I carefully explained to her the difficulties which we had to surmount…. I also clearly informed her that the operation must be looked upon entirely in the light of an experiment, and that she must be prepared to assume all responsibility with regard to failure in the outcome. Being a woman of unusual intelligence and one who was thoroughly in earnest in her efforts to regain her normal condition, these preliminaries were very easily settled.9

Without being required to do so, 100 years ago Martin went through a process equal to any informed consent disclosure that one might encounter today.

CASE 5, EARLY 1900s: A CALL FOR RESTRAINT IN EXPERIMENTATION

Around the same time, at the beginning of the 20th century, a surgeon writing in the Boston Medical and Surgical Journal condemned “over-confidence in the benefits to be derived from mechanical interference and an unrestrained enthusiasm for doing something tangible and heroic.”10 He urged his colleagues to “be brave enough to refrain from the mutilation and suffering caused by too late and hopeless operations.”10 He noted the habit of experimentation with new methods, arguing that advances in surgery led to a disproportionate focus on surgery as an art and too little attention to surgery as a science.

These arguments from a century ago make clear that today’s debates about the evidence required to move forward with innovative procedures are certainly not new.
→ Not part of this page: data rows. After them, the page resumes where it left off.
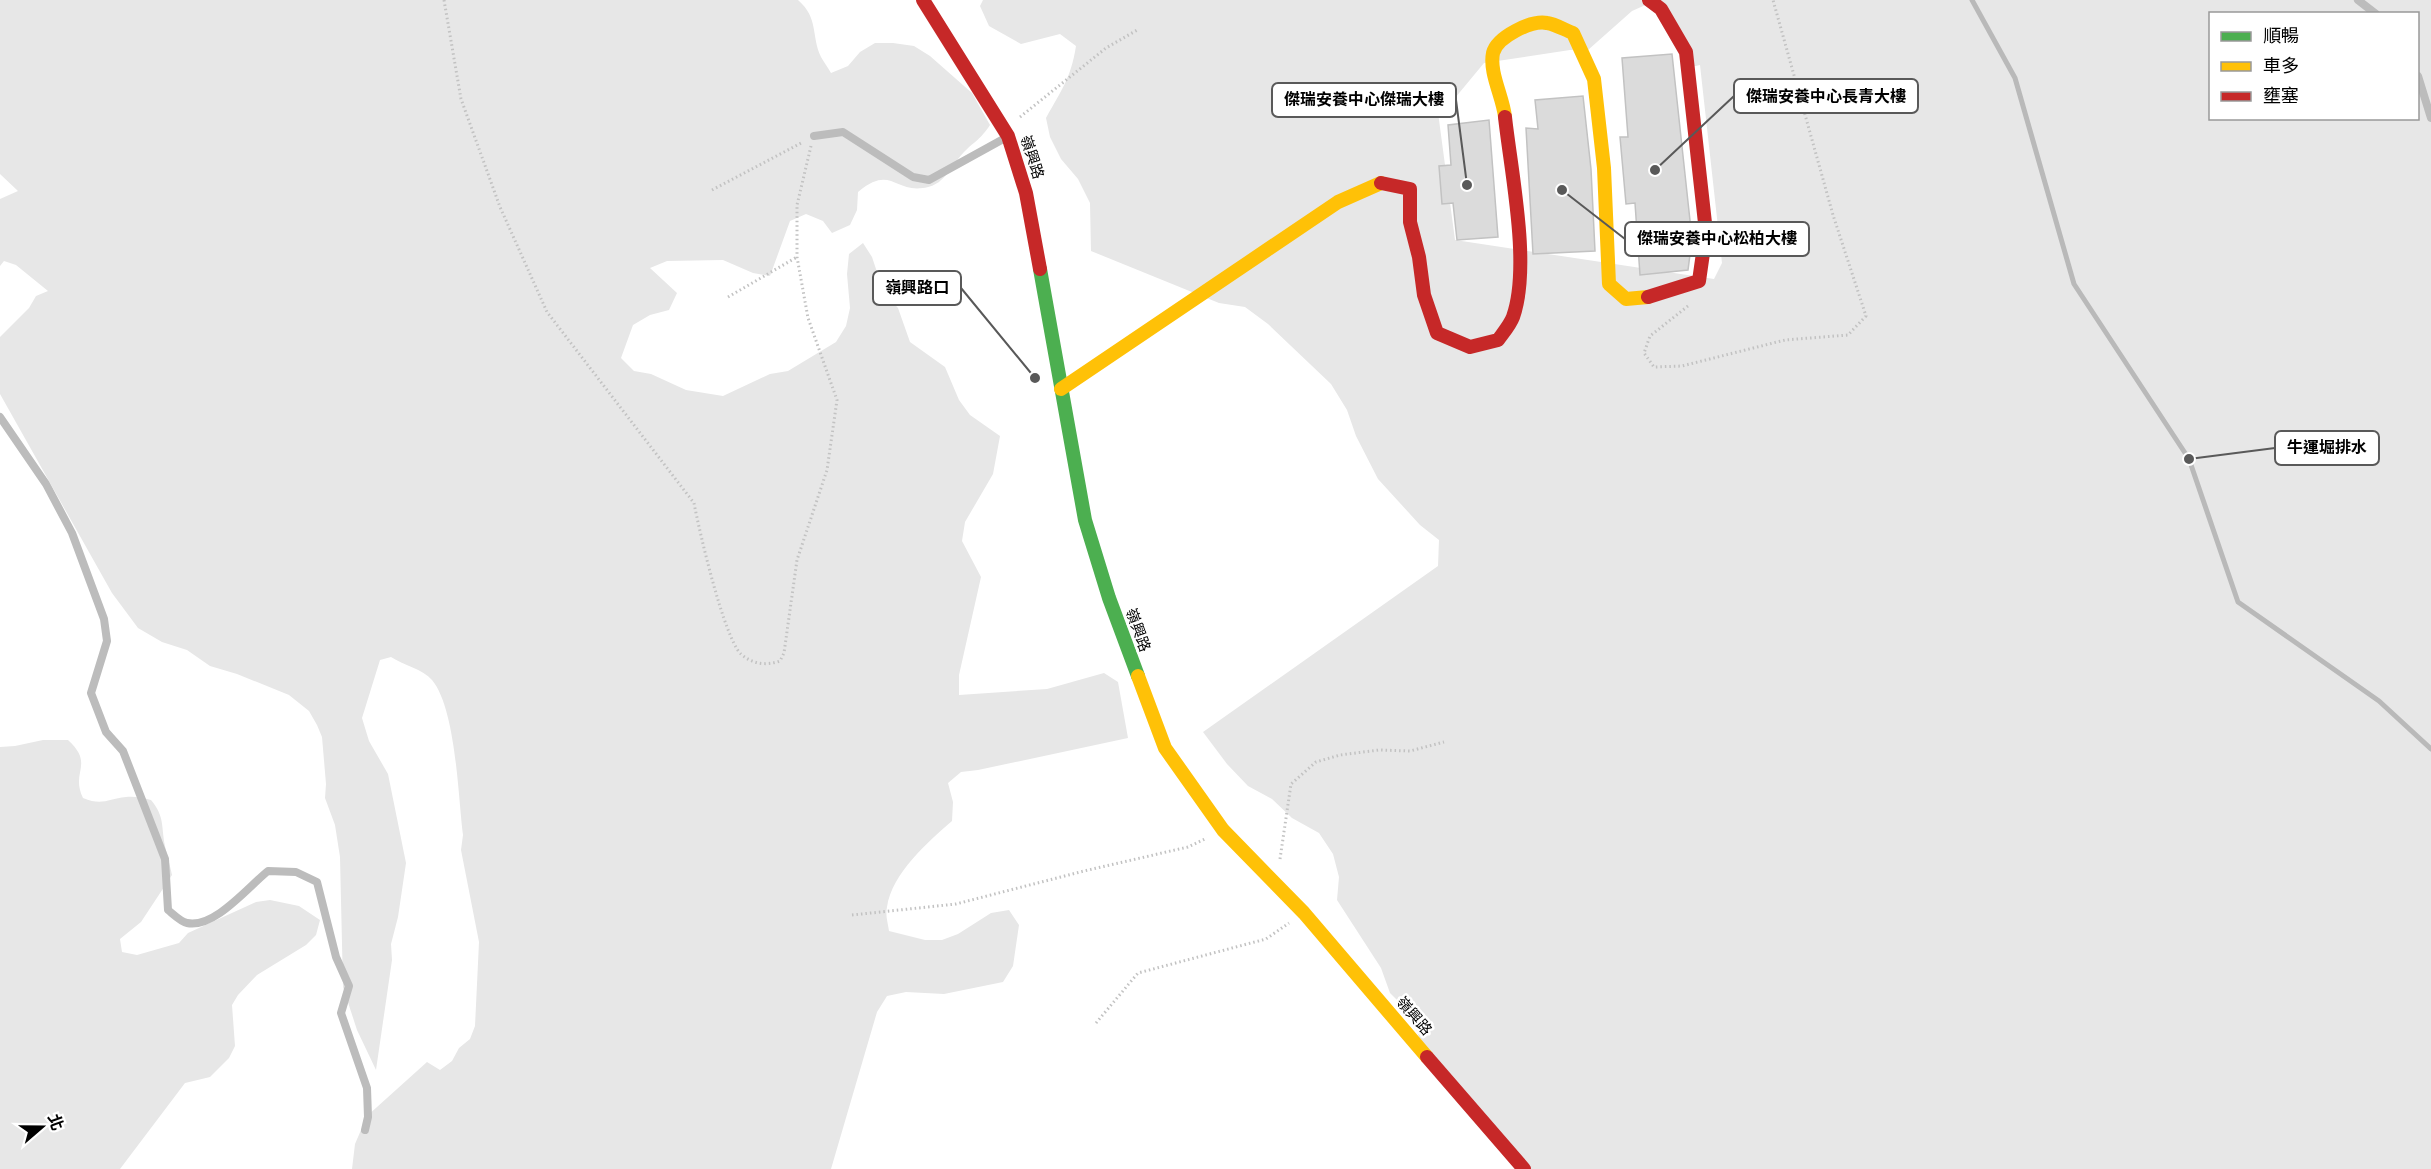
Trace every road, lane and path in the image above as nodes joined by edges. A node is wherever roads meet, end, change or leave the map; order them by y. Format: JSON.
{"nodes":[{"id":1,"x":444,"y":0,"type":"edge"},
{"id":2,"x":923,"y":0,"type":"edge"},
{"id":3,"x":1649,"y":0,"type":"edge"},
{"id":4,"x":1773,"y":0,"type":"edge"},
{"id":5,"x":2358,"y":0,"type":"edge"},
{"id":6,"x":2373,"y":12,"type":"edge"},
{"id":7,"x":1139,"y":29,"type":"dead end"},
{"id":8,"x":2419,"y":79,"type":"edge"},
{"id":9,"x":2431,"y":118,"type":"edge"},
{"id":10,"x":814,"y":136,"type":"junction"},
{"id":11,"x":1008,"y":136,"type":"junction"},
{"id":12,"x":712,"y":190,"type":"dead end"},
{"id":13,"x":797,"y":257,"type":"junction"},
{"id":14,"x":1699,"y":281,"type":"junction"},
{"id":15,"x":728,"y":297,"type":"dead end"},
{"id":16,"x":1061,"y":389,"type":"junction"},
{"id":17,"x":0,"y":417,"type":"edge"},
{"id":18,"x":1444,"y":742,"type":"dead end"},
{"id":19,"x":1224,"y":830,"type":"junction"},
{"id":20,"x":1276,"y":885,"type":"junction"},
{"id":21,"x":1304,"y":914,"type":"junction"},
{"id":22,"x":852,"y":915,"type":"dead end"},
{"id":23,"x":1096,"y":1023,"type":"dead end"},
{"id":24,"x":365,"y":1130,"type":"dead end"},
{"id":25,"x":1524,"y":1169,"type":"edge"}],
"edges":[{"from":1,"to":13,"type":"path"},
{"from":2,"to":11,"type":"street","name":"嶺興路"},
{"from":3,"to":14,"type":"street"},
{"from":4,"to":14,"type":"path"},
{"from":5,"to":6,"type":"lane"},
{"from":7,"to":11,"type":"path"},
{"from":8,"to":9,"type":"lane"},
{"from":10,"to":11,"type":"lane"},
{"from":10,"to":12,"type":"path"},
{"from":10,"to":13,"type":"path"},
{"from":11,"to":16,"type":"street","name":"嶺興路"},
{"from":13,"to":15,"type":"path"},
{"from":14,"to":16,"type":"street"},
{"from":16,"to":19,"type":"street","name":"嶺興路"},
{"from":17,"to":24,"type":"lane"},
{"from":18,"to":20,"type":"path"},
{"from":19,"to":20,"type":"street","name":"嶺興路"},
{"from":19,"to":22,"type":"path"},
{"from":20,"to":21,"type":"street","name":"嶺興路"},
{"from":21,"to":23,"type":"path"},
{"from":21,"to":25,"type":"street","name":"嶺興路"}]}
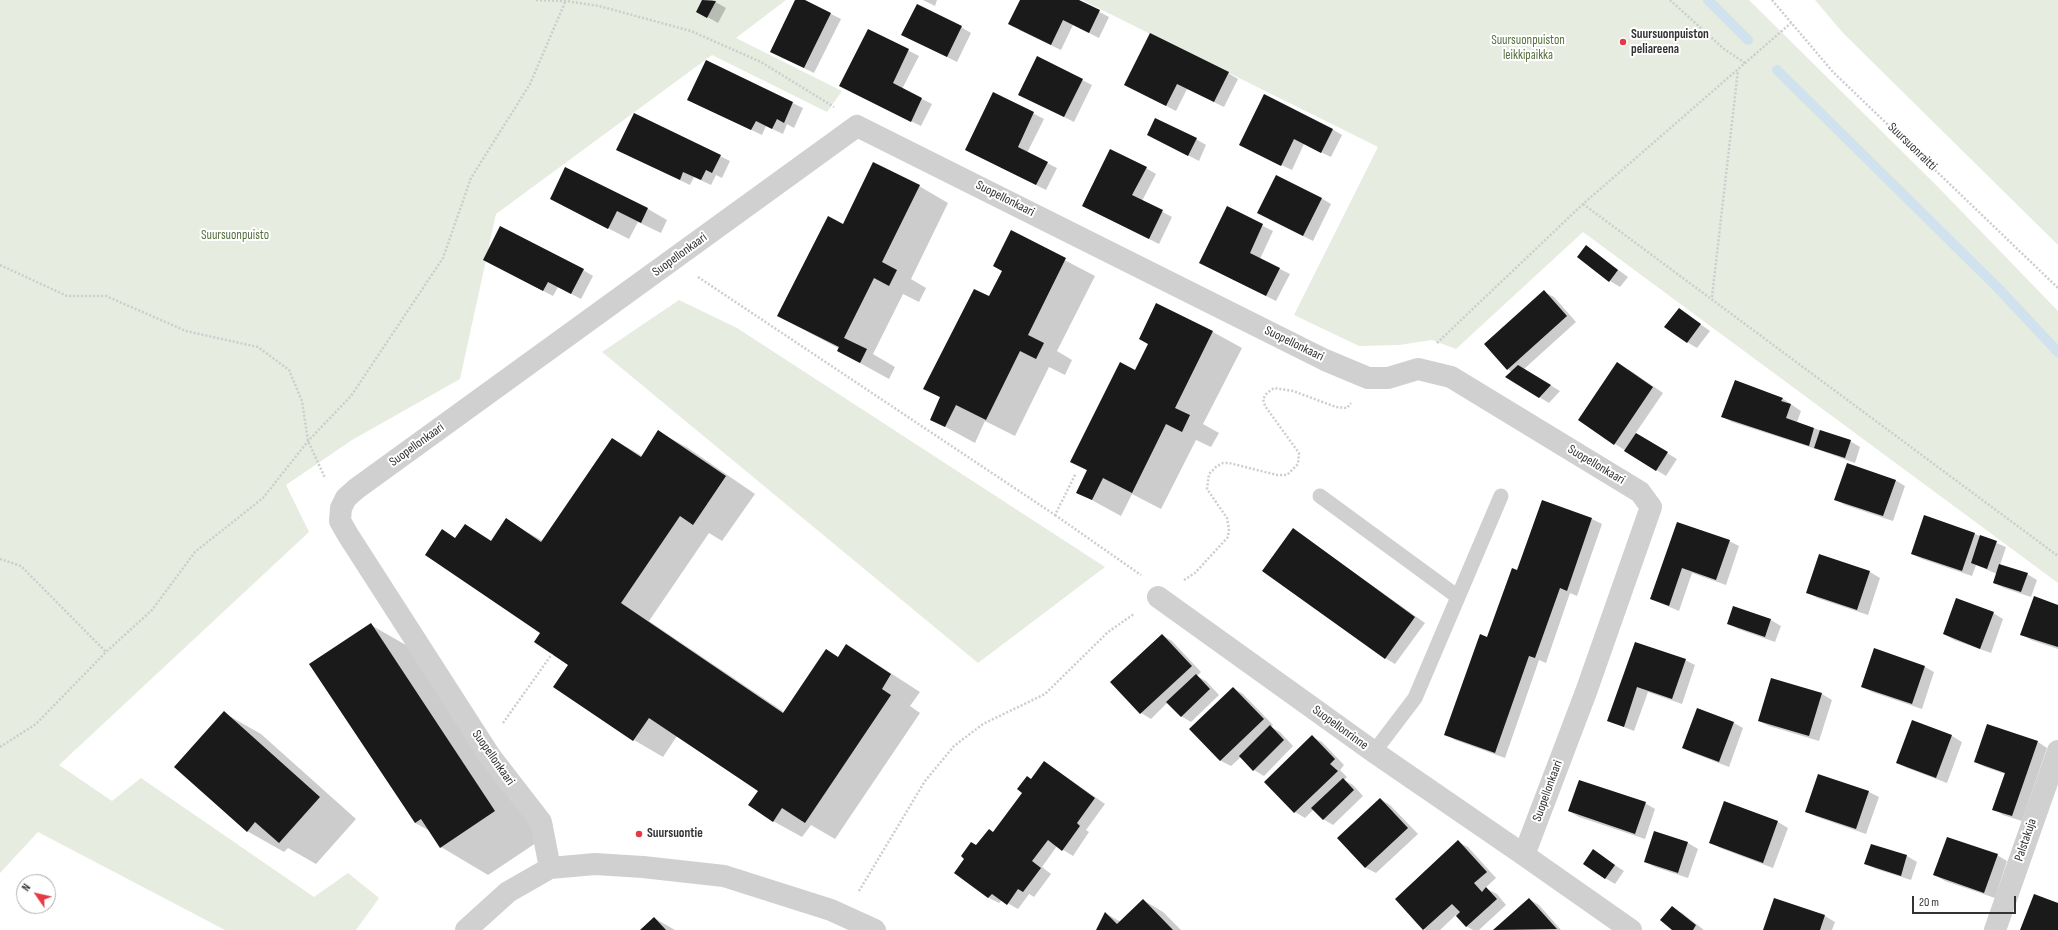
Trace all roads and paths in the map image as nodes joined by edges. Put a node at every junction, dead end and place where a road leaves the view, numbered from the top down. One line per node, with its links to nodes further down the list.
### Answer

CASE 6, 1913: COMPLEX INSTITUTIONAL MOTIVATIONS

In his 1913 book, The Modern Hospital: Its Inspiration, Its Architecture, Its Equipment, Its Operation, Dr. John Allen Hornsby wrote:

Benefactors of institutions, before giving their money, will want to know just what care the poor…are actually receiving at the hands of the institutions asking for their aid….Yet there must be a difference between the service given to a millionaire and a pauper, but that service should be wholly of the luxuries. The pauper need not have broiled quail and asparagus tips for dinner, and he need not have a private room with adjoining bath, with roses on every stand and the odor of perfumes scenting the room; but these extras should be the only ones that the man of millions should have that the pauper should not have; and patrons of wealth and refinement and of humanitarian instincts will give thousands annually to the institution where they know the poor are getting everything a rich man can get that is needful, where they will give begrudgingly a few paltry dollars to the institution that they know is neglecting the wants and welfare of the poor.11

While this excerpt is notable for Hornsby’s eloquence in arguing for meeting a standard of care for the poor, it is just as notable for demonstrating how complex Hornsby’s motivations were. Not only should we care for the poor, but we have to do it right or the institution will not get money from the rich. In other words, “give the donors what they want.” Then, as now, it took large sums of money to run institutions, as well as to put new innovations in place. And then, as now, institutions had to grapple with complicated motives.

SAME ISSUES, NEW CONTEXTS

This historical review makes clear that the ethical issues we face today are not new. The foundational questions about the ethics of biomedical research as applied to surgery consistently revolve around consent, how thoroughly to inform patients, the use of vulnerable populations as research subjects, distinguishing between experimentation and therapy, and, of course, money and the best use of resources. Variations on these questions continue to loom for surgeons and other physicians.